Rien n’est immuable en politique: l’actualité le rappelle brutalement. En Iran, les manifestations déclenchées le 28 décembre 2025 – parmi les plus massives depuis 1979 – ont relancé la question de la chute possible du régime des mollahs. La répression, le black-out numérique, les menaces d’escalade régionale, mais aussi les fractures internes dévoilent un vieux paradoxe. Certains régimes paraissent inébranlables parce qu’ils durent. Or, c’est justement leur longévité qui devient leur fragilité.

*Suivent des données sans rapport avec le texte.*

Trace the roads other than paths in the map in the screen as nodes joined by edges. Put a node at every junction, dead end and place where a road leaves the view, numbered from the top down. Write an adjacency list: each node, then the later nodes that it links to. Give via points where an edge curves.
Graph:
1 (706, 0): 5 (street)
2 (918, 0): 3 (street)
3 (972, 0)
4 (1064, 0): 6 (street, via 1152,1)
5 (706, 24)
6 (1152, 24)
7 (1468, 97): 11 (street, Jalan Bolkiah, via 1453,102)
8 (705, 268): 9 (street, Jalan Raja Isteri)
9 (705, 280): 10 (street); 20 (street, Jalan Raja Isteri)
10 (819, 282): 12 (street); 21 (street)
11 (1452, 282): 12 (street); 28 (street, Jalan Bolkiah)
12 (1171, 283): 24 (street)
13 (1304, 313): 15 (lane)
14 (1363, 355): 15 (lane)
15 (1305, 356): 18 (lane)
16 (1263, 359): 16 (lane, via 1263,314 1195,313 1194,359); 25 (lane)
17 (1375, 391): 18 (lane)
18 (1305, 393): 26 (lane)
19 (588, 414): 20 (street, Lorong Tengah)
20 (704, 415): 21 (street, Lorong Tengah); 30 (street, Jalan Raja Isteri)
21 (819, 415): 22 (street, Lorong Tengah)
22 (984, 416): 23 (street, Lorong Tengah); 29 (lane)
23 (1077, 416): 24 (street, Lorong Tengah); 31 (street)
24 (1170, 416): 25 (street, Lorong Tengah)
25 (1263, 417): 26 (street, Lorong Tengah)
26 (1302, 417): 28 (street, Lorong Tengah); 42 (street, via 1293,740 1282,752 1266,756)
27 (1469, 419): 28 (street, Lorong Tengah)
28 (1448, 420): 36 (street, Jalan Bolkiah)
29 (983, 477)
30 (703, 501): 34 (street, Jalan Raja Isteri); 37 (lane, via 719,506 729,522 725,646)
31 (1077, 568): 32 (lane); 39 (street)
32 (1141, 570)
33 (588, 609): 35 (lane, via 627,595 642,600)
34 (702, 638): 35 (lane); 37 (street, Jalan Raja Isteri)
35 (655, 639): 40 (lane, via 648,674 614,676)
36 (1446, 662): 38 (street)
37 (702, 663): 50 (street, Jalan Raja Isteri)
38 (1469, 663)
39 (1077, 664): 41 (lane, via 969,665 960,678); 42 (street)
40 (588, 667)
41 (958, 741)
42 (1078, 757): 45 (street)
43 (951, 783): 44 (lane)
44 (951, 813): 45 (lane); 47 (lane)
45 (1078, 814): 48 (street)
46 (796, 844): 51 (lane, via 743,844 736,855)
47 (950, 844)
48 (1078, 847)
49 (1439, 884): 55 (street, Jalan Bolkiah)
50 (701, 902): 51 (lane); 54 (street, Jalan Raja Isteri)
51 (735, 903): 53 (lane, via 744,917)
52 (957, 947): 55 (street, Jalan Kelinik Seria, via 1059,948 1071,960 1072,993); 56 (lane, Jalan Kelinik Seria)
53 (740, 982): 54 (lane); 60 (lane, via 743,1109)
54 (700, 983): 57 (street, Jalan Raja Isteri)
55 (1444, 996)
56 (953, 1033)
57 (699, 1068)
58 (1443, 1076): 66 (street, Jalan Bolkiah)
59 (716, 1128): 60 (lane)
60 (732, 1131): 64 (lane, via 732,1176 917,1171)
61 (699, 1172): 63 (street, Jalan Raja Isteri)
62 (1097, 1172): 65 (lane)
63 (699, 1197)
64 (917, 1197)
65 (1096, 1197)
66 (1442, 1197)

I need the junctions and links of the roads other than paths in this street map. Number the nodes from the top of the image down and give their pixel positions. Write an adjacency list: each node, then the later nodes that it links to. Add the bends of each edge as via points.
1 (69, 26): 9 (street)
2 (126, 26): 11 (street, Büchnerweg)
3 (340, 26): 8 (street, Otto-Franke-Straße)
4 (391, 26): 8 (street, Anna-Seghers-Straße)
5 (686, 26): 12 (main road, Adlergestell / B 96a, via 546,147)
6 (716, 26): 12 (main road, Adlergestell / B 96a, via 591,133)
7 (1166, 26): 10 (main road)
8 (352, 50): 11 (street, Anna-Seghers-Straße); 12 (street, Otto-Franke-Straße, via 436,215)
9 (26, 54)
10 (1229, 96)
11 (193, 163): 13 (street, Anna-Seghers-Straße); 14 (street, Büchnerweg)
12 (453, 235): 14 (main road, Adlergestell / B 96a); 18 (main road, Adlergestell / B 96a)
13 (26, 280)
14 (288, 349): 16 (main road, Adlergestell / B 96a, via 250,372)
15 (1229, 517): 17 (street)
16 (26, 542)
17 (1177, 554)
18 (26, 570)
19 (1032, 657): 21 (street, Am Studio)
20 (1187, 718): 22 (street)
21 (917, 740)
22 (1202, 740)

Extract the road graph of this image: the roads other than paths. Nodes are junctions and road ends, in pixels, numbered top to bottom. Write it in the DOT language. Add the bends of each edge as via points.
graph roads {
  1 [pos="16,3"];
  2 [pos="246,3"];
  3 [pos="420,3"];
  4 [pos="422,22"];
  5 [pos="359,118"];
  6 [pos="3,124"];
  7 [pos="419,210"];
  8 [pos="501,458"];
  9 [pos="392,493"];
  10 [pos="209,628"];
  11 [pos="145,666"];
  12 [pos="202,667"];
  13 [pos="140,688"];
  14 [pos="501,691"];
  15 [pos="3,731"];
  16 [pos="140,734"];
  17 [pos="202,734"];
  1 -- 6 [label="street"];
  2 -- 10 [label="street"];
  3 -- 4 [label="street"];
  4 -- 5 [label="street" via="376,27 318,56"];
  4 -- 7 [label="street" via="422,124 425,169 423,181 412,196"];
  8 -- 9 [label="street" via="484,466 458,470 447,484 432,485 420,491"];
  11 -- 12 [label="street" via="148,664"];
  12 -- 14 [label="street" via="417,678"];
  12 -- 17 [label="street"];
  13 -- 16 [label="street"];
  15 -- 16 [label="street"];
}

Un mot d’ordre et de discipline
Le mot «régime» vient du latin regimen, «direction, gouvernement», issu de regere, «diriger». Il entre dans la langue française dès le XIVᵉ siècle, d’abord pour désigner l’action de gouverner et la manière de conduire les affaires publiques.
Très tôt, «régime» déborde le seul champ politique. Il s’impose dans le domaine médical, où il désigne un ensemble de règles visant à discipliner le corps et les comportements. Dans le droit, les régimes – matrimonial ou juridique par exemple – organisent les rapports entre individus. Plus largement encore, le terme renvoie à tout système structuré de règles, de normes et de contraintes. Le régime est toujours un cadre, une architecture, une méthode d’organisation, qu’elle s’applique à l’État ou à l’individu.
En politique, le mot «régime» renvoie à des institutions, à une culture de l’autorité, à des mécanismes de contrôle et de légitimation, et parfois à un système basé sur la contrainte. Parler de «régime», c’est donc s’interroger sur la manière dont le pouvoir s’exerce, dure et finit par s’user.

Iran: l’hypothèse d’une chute
En Iran, les manifestations déclenchées le 28 décembre ont ravivé un débat longtemps confiné aux marges: celui d’une possible chute du régime. Par leur ampleur et la diversité des profils mobilisés, ce mouvement a été confronté à une répression accrue: un bilan humain très lourd mais incertain, les chiffres variant selon les acteurs, des arrestations massives et un black-out numérique qui dure depuis le 9 janvier.
L’incertitude domine. Aucun scénario ne s’impose clairement. Certains observateurs évoquent une lente érosion du régime, miné par une crise de légitimité, des tensions sociales persistantes et des divisions au sommet. D’autres estiment au contraire que l’appareil sécuritaire – au premier rang duquel les Gardiens de la révolution – conserve une capacité de contrôle suffisante pour empêcher tout basculement à court terme.
À cette scène intérieure s’en superpose une autre, régionale et internationale. Les États-Unis, Israël et plusieurs pays arabes suivent de près l’évolution de la situation, chacun avec ses propres lignes rouges, ses calculs stratégiques et ses messages dissuasifs. Les menaces d’escalade militaire ont été évoquées, puis partiellement mises en suspens, sans jamais être totalement écartées.
Cette double dynamique contribue à maintenir le régime dans un état de tension permanente sans pour autant clarifier l’issue.
Syrie: la fin d’un régime, l’épreuve de l’après
Le 9 décembre 2024 marque, pour la Syrie, un basculement: la chute du régime Assad a mis fin à des décennies de domination autoritaire, au terme d’un conflit dévastateur pour le pays et sa population. La désignation d’Ahmad el-Chareh comme président intérimaire a marqué l’ouverture d’une phase de transition, censée poser les bases d’un nouvel ordre politique.
Cette transition reste toutefois fragile. Le pays est confronté à des défis immenses: reconstruction d’institutions crédibles, relance économique, gestion des fractures sociales et communautaires, attentes de justice (traitement des dossiers de crimes) après des années de violences. La chute du régime a clos un cycle politique, sans pour autant garantir la stabilité du suivant.
En Syrie, la question n’est plus celle de la survie d’un régime, mais de la capacité de l’État à se refonder durablement.
Qu’il s’agisse d’un pouvoir encore en place ou déjà renversé, le mot «régime» parle davantage de fragilité que de solidité. Comment un pouvoir parvient-il à se maintenir? Par l’adhésion, l’habitude, l’institution ou la peur ? Ou par un mélange des quatre?
Quoi qu’il en soit, un régime ne «tombe» jamais d’un seul bloc. Il s’effrite, se recompose, se défend, puis parfois s’effondre.